### WHAT TO DO:
Your task is to copy every line below that contains the word "item".
*-*-*
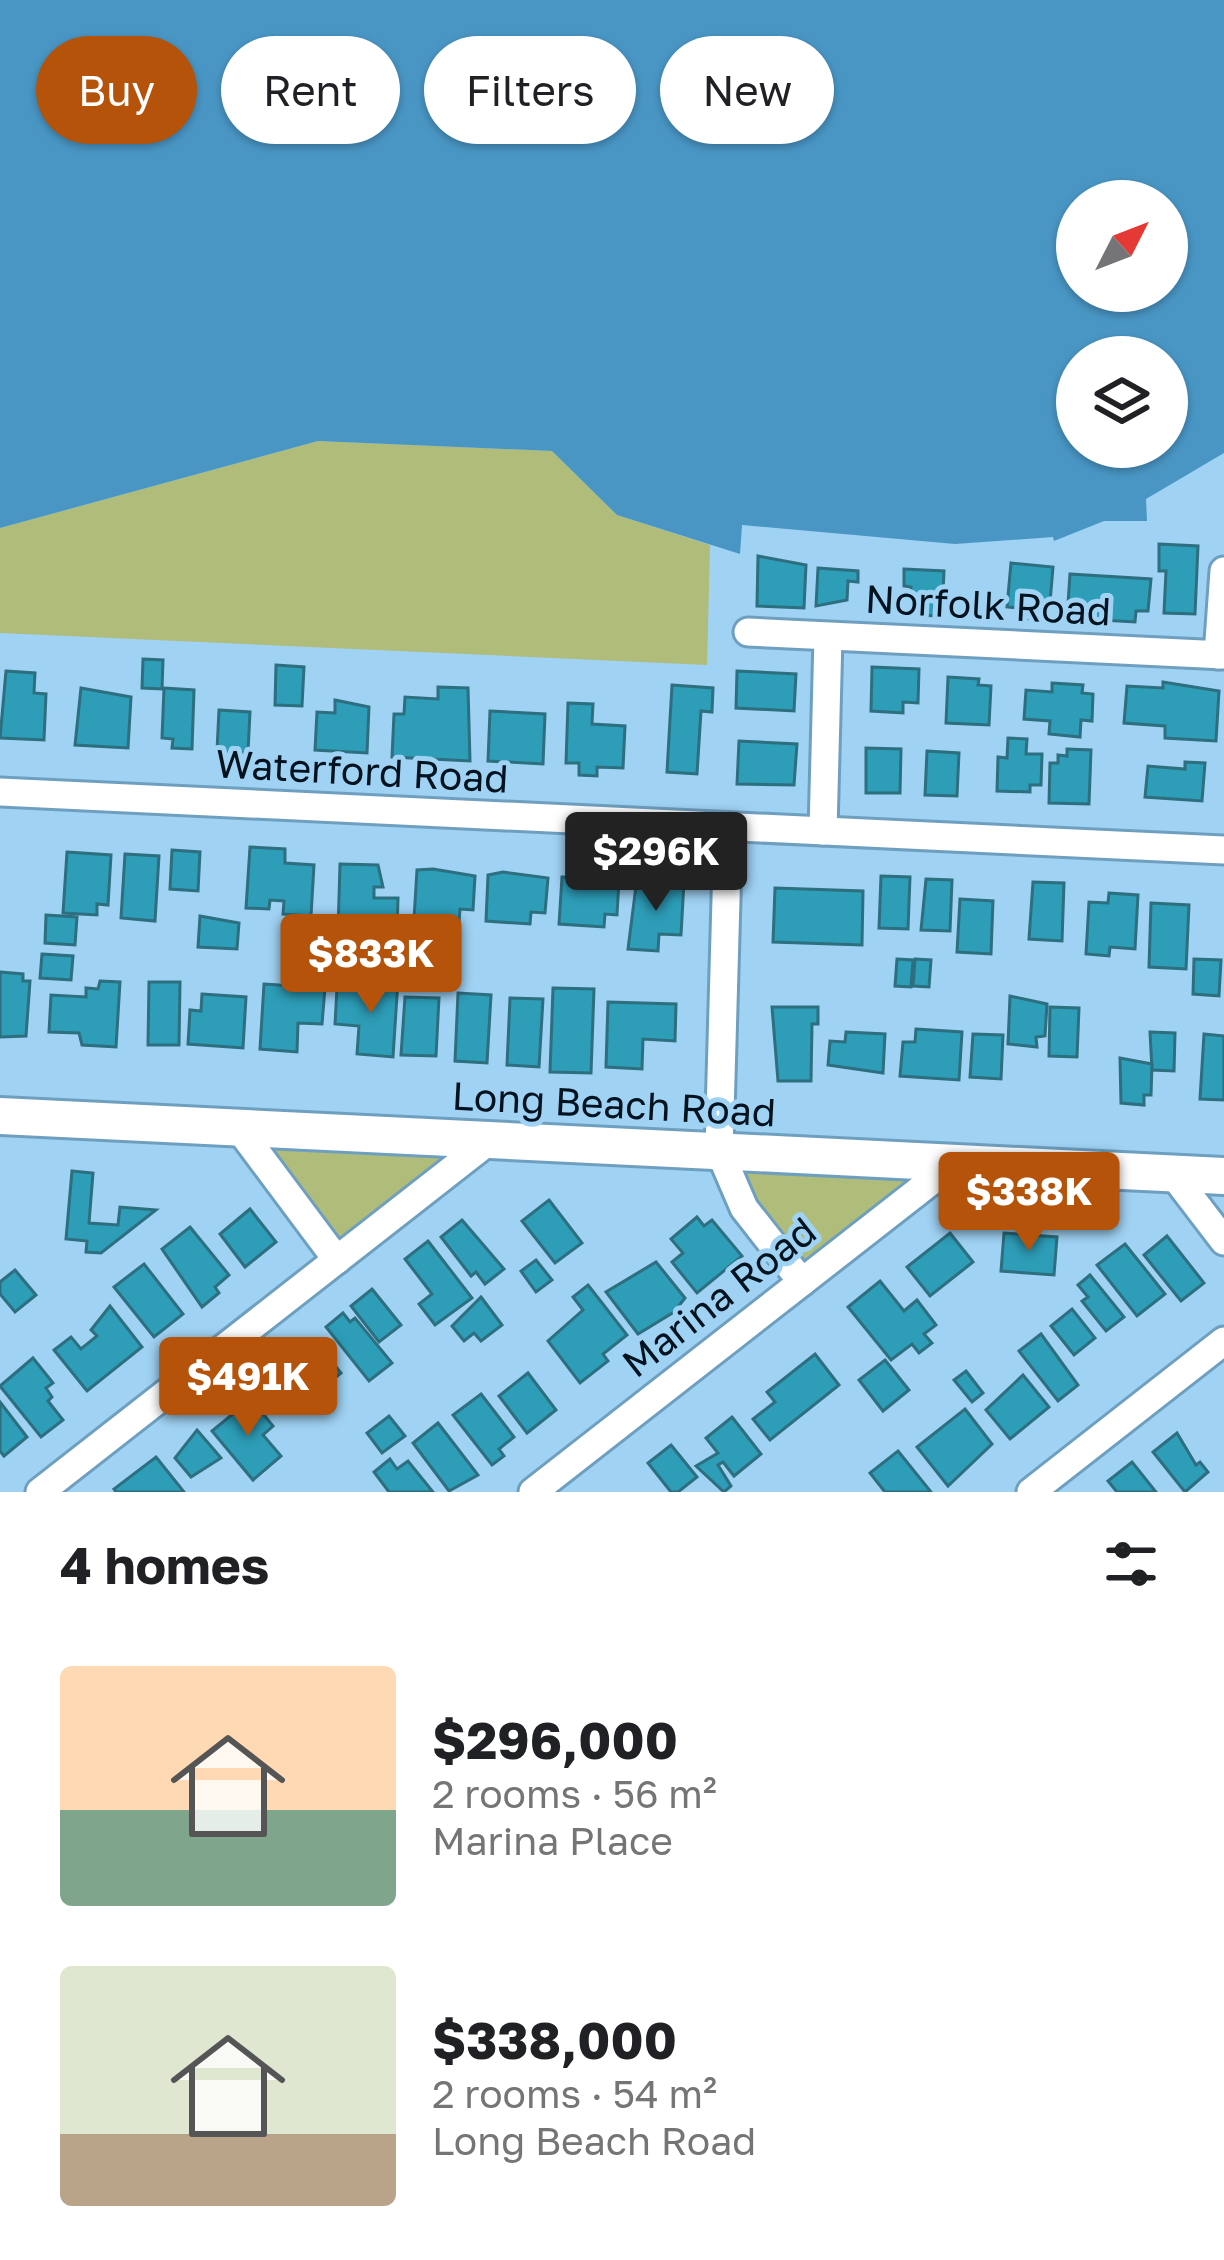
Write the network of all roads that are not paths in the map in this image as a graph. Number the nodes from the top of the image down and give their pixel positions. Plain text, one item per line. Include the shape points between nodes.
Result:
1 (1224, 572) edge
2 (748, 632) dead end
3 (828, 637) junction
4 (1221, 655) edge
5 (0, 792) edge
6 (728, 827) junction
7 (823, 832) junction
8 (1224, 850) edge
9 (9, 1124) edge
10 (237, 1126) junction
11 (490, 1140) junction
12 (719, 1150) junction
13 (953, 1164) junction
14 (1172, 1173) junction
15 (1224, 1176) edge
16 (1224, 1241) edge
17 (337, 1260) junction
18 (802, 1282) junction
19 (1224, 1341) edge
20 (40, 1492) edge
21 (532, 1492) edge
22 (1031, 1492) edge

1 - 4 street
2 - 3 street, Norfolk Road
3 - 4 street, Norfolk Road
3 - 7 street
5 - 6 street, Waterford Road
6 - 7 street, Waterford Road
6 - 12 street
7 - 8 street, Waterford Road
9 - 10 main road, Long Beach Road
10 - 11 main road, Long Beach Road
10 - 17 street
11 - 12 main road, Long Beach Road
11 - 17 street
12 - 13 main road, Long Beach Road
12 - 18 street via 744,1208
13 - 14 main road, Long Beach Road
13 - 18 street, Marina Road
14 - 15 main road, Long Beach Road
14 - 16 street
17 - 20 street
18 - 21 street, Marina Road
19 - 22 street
*-*-*
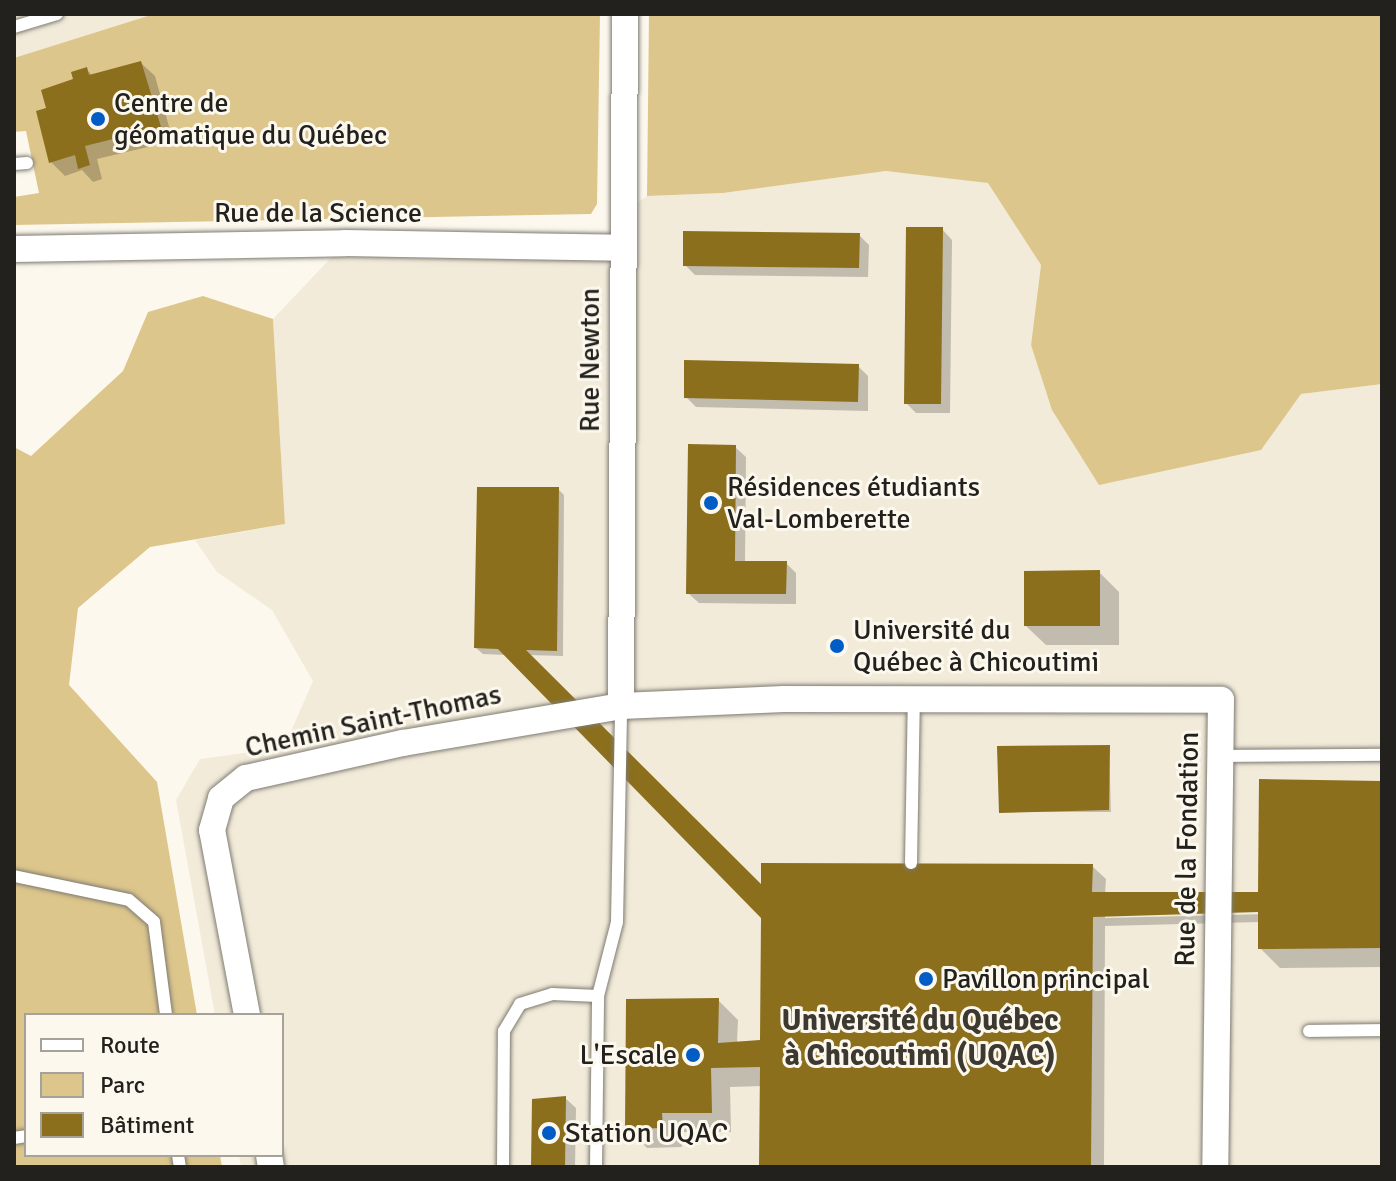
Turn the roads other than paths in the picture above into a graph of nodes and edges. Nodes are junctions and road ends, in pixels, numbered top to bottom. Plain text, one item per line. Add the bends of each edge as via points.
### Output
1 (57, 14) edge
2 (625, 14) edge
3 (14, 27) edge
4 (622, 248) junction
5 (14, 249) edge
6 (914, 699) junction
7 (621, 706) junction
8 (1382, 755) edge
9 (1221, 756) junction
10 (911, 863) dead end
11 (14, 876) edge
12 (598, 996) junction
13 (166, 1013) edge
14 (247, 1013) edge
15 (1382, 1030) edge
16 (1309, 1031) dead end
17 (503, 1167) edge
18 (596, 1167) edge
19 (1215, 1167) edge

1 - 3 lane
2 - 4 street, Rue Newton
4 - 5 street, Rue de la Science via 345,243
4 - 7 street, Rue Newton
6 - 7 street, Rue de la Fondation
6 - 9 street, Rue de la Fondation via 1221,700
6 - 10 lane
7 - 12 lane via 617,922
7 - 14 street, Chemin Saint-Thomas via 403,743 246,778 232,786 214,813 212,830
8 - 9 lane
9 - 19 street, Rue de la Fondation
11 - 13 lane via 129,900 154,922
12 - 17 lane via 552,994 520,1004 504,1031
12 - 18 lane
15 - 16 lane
*-*-*
### WRITTEN RESPONSE:
Write the network of all roads that are not paths in the map in this image as a graph. Number the nodes from the top of the image down and give their pixel positions. Plain text, one item per line. Include the shape points between nodes.
Turn the roads other than paths in the picture above into a graph of nodes and edges. Nodes are junctions and road ends, in pixels, numbered top to bottom. Plain text, one item per line. Add the bends of each edge as via points.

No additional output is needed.